I've never seen a government tasked with taking care of the populace actively work against them as much as this one has. Assistance is endless paperworks, checks, administrators, double check. All to make sure the people that need that help can't get that help. It would be so much easier for everyone for government assistance to be cash. But we'd rather have endless "programs" marked up 100% where in the end assistance is 50% cash and 50% administration.
If 'we' forgive the rent owed to landlords, what about the property taxes that can be just as large as the mortgage. NYS has an eviction moratorium, but they still want their taxes.
If 'we' forgive rent owed landlords, will 'we' also forgive the mortgages those landlords owe the banks? Will 'we' also forgive the obligations the banks which owe to other banks and their investors? Will 'we' also forgive the obligations those investors owe, for example to pensioners? Will 'we' then step up and pay for those pensioners' food and … rent?
An economy is a gigantic web of interlocking relationships. It takes years (one might even say centuries!) to build and develop all of those, but it takes far less effort to destroy them. It is computationally impossible for anyone to understand all of an economy, and thus impossible for anyone to make good decisions on behalf of an entire economy.

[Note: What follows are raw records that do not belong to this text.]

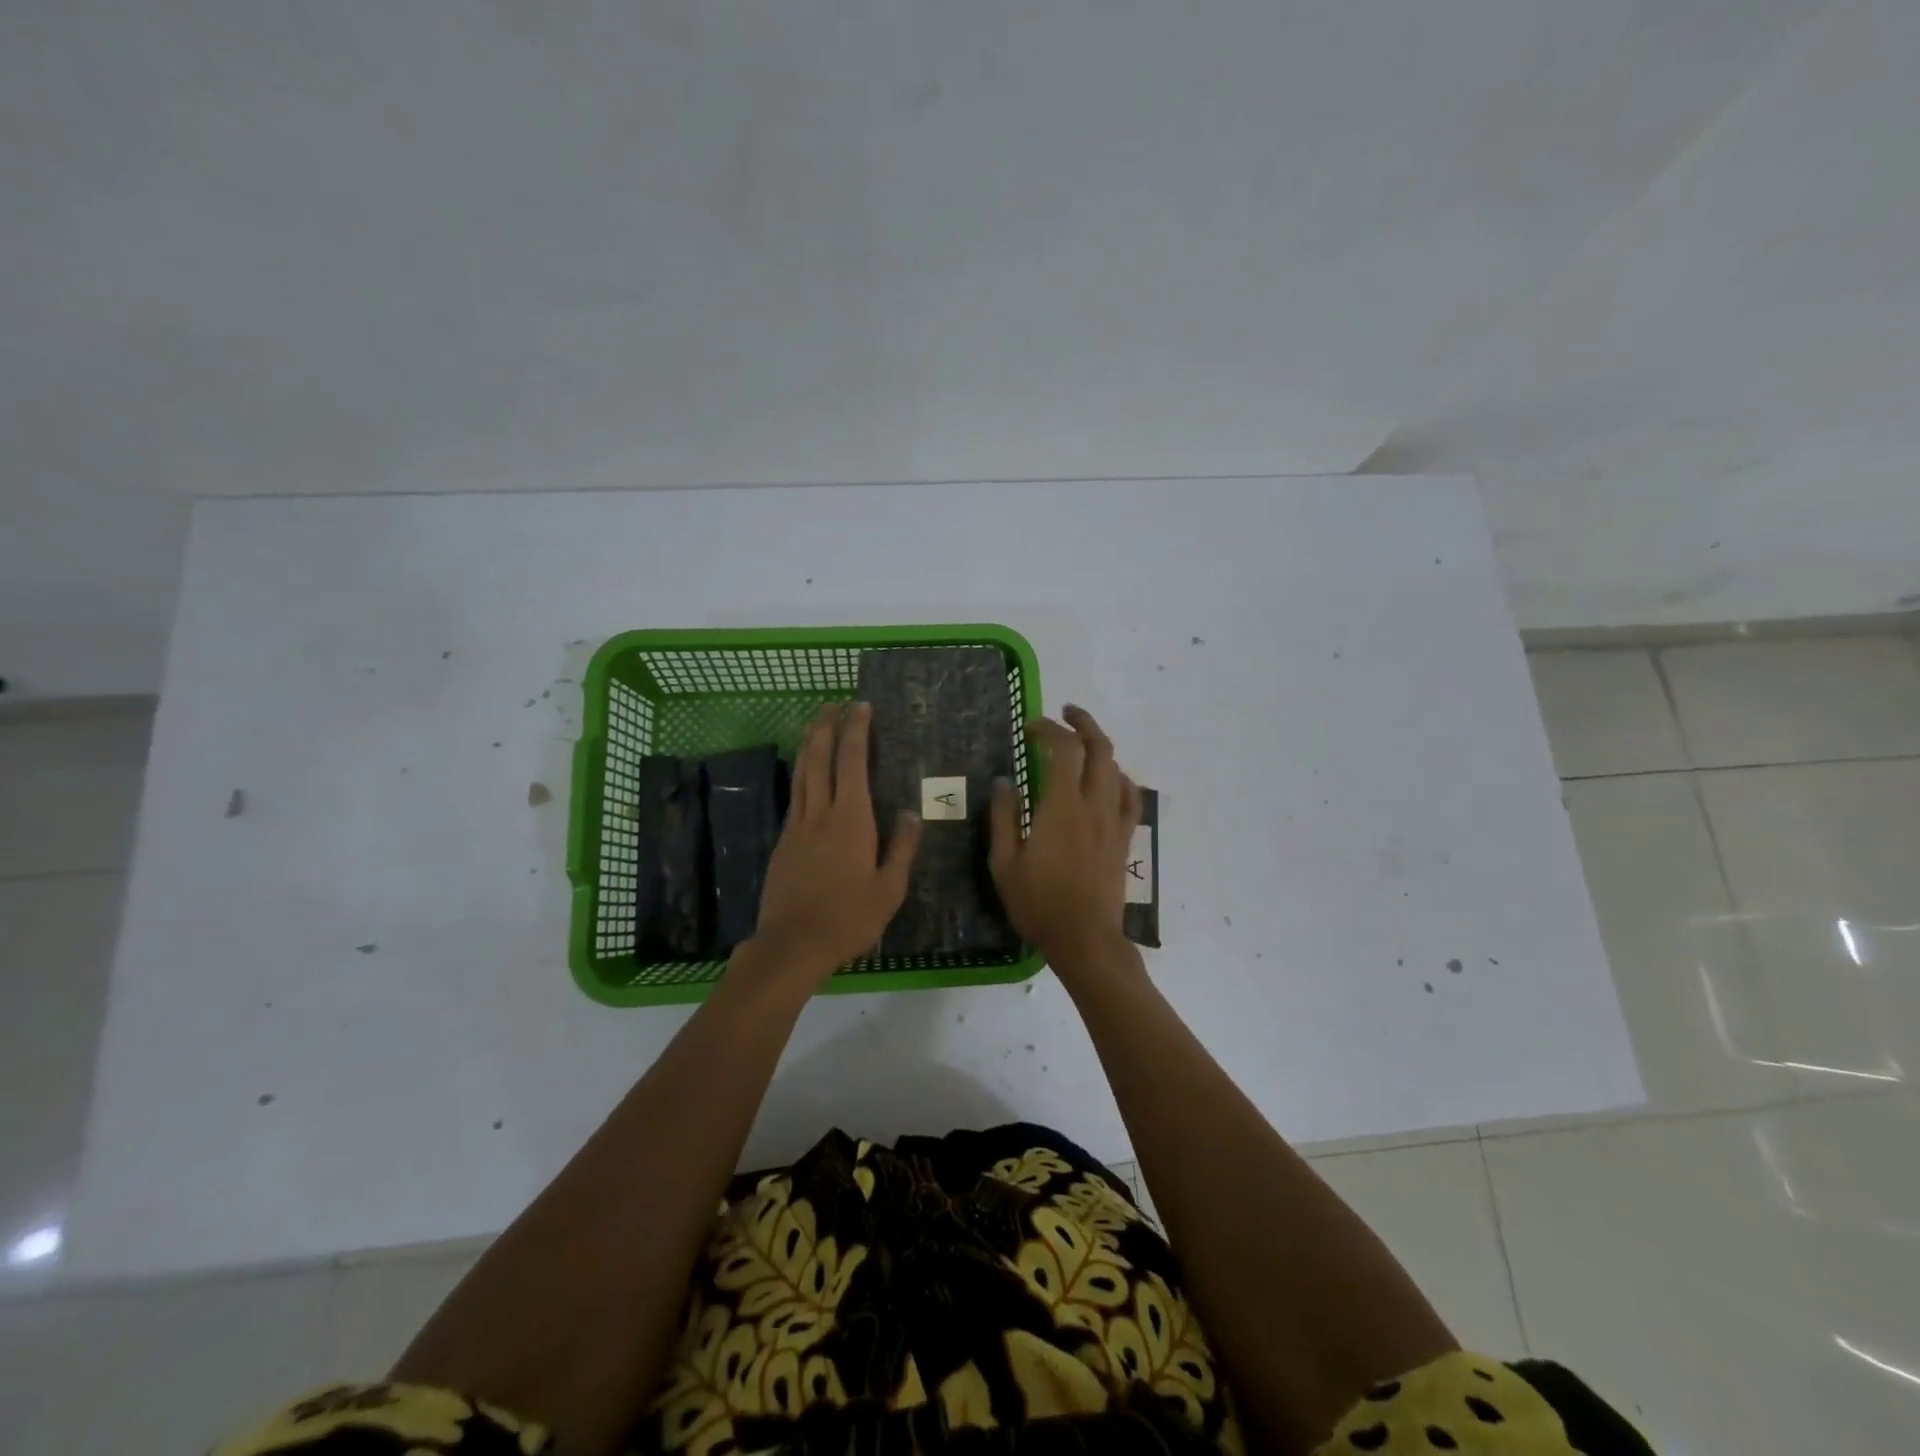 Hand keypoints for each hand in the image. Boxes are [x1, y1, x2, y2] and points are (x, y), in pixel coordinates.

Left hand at [746, 701, 922, 981]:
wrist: (792, 944)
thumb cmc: (848, 918)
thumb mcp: (889, 889)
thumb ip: (901, 847)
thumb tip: (910, 812)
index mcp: (851, 819)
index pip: (852, 762)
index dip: (856, 731)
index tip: (860, 707)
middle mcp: (820, 812)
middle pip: (818, 757)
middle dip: (826, 726)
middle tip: (833, 703)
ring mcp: (797, 825)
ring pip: (801, 772)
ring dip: (809, 743)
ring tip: (816, 723)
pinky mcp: (783, 840)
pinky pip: (795, 795)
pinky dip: (802, 773)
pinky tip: (806, 774)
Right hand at [990, 705, 1140, 960]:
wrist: (1085, 939)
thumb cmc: (1039, 904)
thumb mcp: (1004, 864)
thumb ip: (1003, 818)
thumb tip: (1004, 781)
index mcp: (1061, 808)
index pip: (1063, 749)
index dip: (1048, 729)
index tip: (1028, 727)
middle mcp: (1093, 806)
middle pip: (1098, 748)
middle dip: (1082, 723)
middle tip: (1063, 714)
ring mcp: (1113, 821)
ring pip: (1116, 768)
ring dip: (1100, 745)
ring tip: (1082, 740)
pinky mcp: (1124, 838)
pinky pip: (1130, 797)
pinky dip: (1119, 778)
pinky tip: (1108, 778)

If we are worried about folks without resources, we should give them some. Yes, that runs the risk of encouraging those who want to get those resources (e.g. student financial aid encourages the growth of the academic industry, mortgage assistance encourages the growth of the real estate industry &c.): we should probably just give the poor some amount of money and let them make their own decisions about it. Call it unemployment or UBI or whatever.